Directions for this task => Reply only with how many lines of the listing below hold the word "paths".

===== Study material

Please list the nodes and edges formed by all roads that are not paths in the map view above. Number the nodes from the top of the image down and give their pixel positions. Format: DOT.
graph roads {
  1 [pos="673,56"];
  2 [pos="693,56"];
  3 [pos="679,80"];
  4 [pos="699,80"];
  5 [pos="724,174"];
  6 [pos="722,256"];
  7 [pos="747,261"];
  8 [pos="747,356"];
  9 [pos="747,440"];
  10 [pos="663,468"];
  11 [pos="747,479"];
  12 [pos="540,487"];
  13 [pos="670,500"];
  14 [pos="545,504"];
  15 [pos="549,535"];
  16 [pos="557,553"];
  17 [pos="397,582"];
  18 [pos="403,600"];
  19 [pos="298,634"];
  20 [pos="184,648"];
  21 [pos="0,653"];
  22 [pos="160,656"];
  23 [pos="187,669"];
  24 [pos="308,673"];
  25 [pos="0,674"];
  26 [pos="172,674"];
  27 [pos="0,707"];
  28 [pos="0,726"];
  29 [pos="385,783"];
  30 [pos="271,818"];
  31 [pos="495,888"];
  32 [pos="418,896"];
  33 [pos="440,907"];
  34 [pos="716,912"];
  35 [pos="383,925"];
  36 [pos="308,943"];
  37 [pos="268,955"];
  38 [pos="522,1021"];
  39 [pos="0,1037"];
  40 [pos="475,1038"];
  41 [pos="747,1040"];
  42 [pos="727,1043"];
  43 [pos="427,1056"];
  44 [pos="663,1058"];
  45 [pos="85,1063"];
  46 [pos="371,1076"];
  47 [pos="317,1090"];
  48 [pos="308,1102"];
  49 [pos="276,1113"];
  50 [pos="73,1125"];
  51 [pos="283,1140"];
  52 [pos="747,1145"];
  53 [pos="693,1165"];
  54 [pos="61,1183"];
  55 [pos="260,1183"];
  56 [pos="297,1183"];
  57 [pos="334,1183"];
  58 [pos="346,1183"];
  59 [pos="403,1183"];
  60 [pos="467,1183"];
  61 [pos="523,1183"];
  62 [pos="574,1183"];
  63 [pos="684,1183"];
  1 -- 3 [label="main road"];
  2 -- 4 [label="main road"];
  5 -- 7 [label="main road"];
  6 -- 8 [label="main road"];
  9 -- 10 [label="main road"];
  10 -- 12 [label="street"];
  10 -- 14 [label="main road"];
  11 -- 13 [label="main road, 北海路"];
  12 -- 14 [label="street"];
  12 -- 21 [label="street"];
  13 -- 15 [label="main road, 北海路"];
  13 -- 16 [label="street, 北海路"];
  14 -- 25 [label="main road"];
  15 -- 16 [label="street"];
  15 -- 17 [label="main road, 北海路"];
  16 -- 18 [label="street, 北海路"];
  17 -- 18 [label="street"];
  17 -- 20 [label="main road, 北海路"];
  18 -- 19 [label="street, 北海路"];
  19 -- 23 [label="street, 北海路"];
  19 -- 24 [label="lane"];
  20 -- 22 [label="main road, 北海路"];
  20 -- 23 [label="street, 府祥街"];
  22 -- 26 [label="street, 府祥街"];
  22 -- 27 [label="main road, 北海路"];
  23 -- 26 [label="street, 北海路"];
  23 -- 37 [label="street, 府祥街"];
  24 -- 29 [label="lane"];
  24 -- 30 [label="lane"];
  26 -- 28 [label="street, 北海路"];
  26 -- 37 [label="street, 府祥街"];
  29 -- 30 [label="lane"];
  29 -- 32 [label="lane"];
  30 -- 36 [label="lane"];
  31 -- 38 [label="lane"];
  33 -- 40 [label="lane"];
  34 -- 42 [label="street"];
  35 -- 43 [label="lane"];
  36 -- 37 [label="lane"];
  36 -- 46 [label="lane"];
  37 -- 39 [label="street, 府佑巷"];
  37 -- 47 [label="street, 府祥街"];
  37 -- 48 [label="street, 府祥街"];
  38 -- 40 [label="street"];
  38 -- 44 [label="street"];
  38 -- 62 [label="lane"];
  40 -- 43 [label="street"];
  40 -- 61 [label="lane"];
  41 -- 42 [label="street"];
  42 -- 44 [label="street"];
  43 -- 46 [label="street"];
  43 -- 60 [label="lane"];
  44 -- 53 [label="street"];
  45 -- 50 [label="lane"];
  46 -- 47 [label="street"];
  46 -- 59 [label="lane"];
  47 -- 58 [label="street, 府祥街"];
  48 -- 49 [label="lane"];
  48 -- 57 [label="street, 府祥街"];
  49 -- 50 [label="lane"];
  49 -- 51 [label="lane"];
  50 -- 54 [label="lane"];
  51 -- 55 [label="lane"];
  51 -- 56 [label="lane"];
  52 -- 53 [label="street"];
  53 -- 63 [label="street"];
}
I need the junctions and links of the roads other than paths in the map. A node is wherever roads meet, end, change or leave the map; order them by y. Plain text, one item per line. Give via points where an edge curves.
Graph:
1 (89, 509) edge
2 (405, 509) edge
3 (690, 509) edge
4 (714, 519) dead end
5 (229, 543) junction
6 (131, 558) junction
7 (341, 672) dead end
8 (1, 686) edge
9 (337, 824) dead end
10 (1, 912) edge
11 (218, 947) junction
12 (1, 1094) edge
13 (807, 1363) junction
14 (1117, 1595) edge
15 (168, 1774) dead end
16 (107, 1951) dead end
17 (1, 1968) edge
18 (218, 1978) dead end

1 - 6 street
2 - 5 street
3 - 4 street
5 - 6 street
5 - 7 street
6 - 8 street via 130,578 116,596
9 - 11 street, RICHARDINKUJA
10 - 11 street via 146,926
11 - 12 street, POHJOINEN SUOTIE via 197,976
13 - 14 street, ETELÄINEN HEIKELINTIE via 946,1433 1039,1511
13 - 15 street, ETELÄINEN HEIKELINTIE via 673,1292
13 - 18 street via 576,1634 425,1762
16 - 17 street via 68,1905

==========

Finished exercise => 2